Why would it be preferable to use the same struct inode even though
it's clearly a different one on the server? inodes generally don't
change their type after they've been created.
That said, patches speak louder than words so if you have one to
propose I can certainly take a look. Maybe it'll make sense to me
then...
--
Jeff Layton <[email protected]>
On Wed, 31 Jul 2013 20:32:24 +0000
"Myklebust, Trond" <[email protected]> wrote:
> On Wed, 2013-07-31 at 15:26 -0500, Quentin Barnes wrote:
> > On Wed, Jul 31, 2013 at 1:46 PM, Jeff Layton <[email protected]> wrote:
> > > On Wed, 31 Jul 2013 13:36:21 -0500
> > > Quentin Barnes <[email protected]> wrote:
> > >
> > >> I was reviewing patches I was integrating into my NFS source base
> > >> and this one popped up (commit f6488c9b). In reviewing it, it would
> > >> fix the problem, however, I think it's not the best fix for it.

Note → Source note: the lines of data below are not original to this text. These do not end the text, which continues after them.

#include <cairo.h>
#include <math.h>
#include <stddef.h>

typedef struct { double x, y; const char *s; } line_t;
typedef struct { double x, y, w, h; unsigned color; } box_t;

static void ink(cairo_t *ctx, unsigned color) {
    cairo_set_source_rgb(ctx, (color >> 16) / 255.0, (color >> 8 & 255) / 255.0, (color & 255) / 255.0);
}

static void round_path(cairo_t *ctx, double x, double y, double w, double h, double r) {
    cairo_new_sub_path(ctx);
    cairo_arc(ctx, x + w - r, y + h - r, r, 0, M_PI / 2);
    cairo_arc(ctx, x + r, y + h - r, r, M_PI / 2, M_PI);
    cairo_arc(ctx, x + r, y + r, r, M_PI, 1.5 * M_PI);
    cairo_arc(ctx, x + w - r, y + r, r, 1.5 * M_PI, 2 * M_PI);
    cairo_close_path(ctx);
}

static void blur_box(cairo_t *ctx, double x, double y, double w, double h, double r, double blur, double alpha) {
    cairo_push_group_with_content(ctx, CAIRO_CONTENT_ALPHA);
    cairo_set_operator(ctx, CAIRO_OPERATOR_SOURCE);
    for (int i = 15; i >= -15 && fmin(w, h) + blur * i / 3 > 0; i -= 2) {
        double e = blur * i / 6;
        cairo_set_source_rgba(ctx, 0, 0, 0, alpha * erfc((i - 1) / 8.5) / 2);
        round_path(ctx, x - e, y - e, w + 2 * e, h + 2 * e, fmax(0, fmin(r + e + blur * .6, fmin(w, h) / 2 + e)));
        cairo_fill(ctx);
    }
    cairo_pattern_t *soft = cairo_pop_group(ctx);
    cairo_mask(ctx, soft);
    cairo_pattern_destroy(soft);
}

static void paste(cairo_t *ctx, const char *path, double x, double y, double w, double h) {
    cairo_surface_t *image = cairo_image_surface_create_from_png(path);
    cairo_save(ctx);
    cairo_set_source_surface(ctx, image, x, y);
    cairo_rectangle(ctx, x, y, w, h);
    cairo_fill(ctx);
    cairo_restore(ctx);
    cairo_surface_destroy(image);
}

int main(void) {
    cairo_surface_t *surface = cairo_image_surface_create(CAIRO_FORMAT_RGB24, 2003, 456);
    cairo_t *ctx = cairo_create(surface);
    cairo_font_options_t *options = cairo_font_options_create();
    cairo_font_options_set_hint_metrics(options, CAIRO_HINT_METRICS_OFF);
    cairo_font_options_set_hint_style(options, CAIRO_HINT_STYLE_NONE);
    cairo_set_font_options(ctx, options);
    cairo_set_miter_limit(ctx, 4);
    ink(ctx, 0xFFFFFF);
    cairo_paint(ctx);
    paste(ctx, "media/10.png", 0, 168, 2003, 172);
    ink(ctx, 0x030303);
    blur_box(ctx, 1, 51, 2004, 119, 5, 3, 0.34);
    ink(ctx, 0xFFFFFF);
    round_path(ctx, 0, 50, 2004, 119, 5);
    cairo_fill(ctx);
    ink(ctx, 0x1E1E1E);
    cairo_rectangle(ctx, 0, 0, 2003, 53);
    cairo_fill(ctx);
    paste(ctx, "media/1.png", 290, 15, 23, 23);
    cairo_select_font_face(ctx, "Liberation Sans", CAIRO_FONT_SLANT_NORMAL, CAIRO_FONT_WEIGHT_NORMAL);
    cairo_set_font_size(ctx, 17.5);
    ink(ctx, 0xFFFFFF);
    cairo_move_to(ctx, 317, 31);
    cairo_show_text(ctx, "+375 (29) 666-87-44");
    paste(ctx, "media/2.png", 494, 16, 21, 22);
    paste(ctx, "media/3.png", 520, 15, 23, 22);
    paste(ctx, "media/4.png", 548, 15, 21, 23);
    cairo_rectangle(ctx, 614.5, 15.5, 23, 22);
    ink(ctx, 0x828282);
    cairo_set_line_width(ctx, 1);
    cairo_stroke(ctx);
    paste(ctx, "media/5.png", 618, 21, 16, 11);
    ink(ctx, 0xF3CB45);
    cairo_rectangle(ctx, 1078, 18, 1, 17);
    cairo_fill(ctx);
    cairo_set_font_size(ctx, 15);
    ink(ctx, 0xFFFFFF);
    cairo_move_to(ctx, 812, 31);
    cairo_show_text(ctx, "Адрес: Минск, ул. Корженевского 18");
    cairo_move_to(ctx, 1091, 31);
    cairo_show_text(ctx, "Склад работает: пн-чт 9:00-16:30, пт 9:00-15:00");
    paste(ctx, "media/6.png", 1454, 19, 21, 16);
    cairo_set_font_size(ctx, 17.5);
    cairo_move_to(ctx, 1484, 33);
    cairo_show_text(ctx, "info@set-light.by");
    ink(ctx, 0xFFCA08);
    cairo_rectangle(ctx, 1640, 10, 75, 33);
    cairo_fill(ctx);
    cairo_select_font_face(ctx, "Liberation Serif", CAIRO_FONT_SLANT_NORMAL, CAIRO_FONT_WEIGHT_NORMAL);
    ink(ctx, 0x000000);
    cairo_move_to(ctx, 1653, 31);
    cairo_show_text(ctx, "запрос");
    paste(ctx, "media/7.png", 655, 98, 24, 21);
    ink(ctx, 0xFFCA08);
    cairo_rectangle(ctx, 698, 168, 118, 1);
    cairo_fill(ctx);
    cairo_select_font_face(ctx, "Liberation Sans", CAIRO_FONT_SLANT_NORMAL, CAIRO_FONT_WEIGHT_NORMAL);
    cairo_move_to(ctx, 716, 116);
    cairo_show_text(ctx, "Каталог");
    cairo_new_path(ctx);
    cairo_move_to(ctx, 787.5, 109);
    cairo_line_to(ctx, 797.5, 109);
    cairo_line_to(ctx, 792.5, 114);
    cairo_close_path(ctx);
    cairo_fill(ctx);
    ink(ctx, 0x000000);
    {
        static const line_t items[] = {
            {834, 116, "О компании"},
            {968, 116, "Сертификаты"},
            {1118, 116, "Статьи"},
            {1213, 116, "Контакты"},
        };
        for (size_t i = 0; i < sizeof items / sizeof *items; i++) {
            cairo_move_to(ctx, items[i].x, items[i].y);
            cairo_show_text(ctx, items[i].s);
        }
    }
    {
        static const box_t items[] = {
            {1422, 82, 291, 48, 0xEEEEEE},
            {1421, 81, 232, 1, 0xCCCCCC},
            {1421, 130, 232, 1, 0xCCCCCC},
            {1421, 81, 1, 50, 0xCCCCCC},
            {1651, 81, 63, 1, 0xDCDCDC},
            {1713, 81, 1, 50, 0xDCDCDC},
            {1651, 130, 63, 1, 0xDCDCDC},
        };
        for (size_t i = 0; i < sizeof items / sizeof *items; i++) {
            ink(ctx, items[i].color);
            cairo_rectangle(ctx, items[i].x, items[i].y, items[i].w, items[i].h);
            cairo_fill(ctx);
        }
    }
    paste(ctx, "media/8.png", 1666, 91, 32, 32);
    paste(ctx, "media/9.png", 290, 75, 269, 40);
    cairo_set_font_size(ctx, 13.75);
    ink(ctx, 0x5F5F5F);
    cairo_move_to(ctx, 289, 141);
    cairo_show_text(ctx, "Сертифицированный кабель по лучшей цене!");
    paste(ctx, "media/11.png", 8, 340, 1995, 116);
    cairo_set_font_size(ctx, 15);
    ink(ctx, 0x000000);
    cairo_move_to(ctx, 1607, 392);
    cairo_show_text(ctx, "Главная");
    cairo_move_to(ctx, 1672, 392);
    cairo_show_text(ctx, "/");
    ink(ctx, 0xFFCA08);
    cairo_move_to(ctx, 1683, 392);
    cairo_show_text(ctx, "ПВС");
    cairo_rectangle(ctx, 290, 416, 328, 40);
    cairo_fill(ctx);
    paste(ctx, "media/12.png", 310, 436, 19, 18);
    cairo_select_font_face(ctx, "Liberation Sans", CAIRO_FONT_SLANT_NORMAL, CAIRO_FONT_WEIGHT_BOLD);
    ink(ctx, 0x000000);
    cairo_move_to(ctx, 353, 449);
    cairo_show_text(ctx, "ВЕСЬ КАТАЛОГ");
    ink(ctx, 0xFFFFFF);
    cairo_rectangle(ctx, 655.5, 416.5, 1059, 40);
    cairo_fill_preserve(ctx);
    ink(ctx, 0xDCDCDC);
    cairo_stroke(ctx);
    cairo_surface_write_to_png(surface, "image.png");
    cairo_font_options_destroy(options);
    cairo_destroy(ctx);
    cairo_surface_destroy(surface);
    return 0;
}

> > >> Catching it in nfs_find_actor() is after the horse has left the
> > >> barn so to speak.
> > >>
> > >> I think the problem is in nfs_fhget() when constructing the new
> > >> inode (inside the if (inode->i_state & I_NEW) {...}) and should be
> > >> addressed there.
> > >>
> > >> The nfs module already has checks to ensure that the expression
> > >> "((S_IFMT & inode->i_mode) == (S_IFMT & fattr->mode))" is true
> > >> in nfs_update_inode() and nfs_check_inode_attributes(). I think
> > >> problem Benny hit was that the equivalent check is missing in
> > >> nfs_fhget() when constructing a new inode. The same check that's
> > >> in those other two functions needs to be added to nfs_fhget()'s "if
> > >> (inode->i_state & I_NEW) {...}" conditional block to prevent the
> > >> problem of an inconsistent fattr/inode state from occurring in the
> > >> first place.
> > >>
> > >> I can come up with a patch if you'd like, but I wanted to make
> > >> sure my assertions were valid first. Is removing a check from
> > >> nfs_find_actor() and adding the check to nfs_fhget() to prevent the
> > >> inconsistency in the first place a better approach?
> > >>
> > >> Quentin
> > >
> > > I don't think I agree. The whole problem was that we were allowing
> > > iget5_locked to match an existing inode even though (S_IFMT & mode) was
> > > different.
> >
> > I assert that when an inconsistent state happens you don't want
> > nfs_find_actor() to be the one responsible for noticing it
> > (actually, ignoring the problem). You want the existing consistency
> > and error recovery paths to handle it instead.
> >
> > So one or two things are going on. The existing error recovery
> > paths are inadequate or that there's a hole in the fattr/inode
> > consistency checking (or possibly both). Your patch covers over
> > this underlying bug rather than addressing it and which also lets
> > the old inode not get flagged as invalid. I would rather see the
> > real problem fixed and the old inode get flagged rather than just
> > ignoring it and creating another new inode.
> >
> > Before your patch, if because of a server bug reusing a file
> > handle, nfs_find_actor(), would match and iget5_locked() would
> > return an inode that matched on its file handle but that didn't
> > necessarily match the fattr info.
> >
> > If that inode returned by iget5_locked() was not I_NEW (the else
> > case), nfs_fhget() would invoke nfs_refresh_inode(), which would
> > call nfs_refresh_inode_locked(). It calls either nfs_update_inode()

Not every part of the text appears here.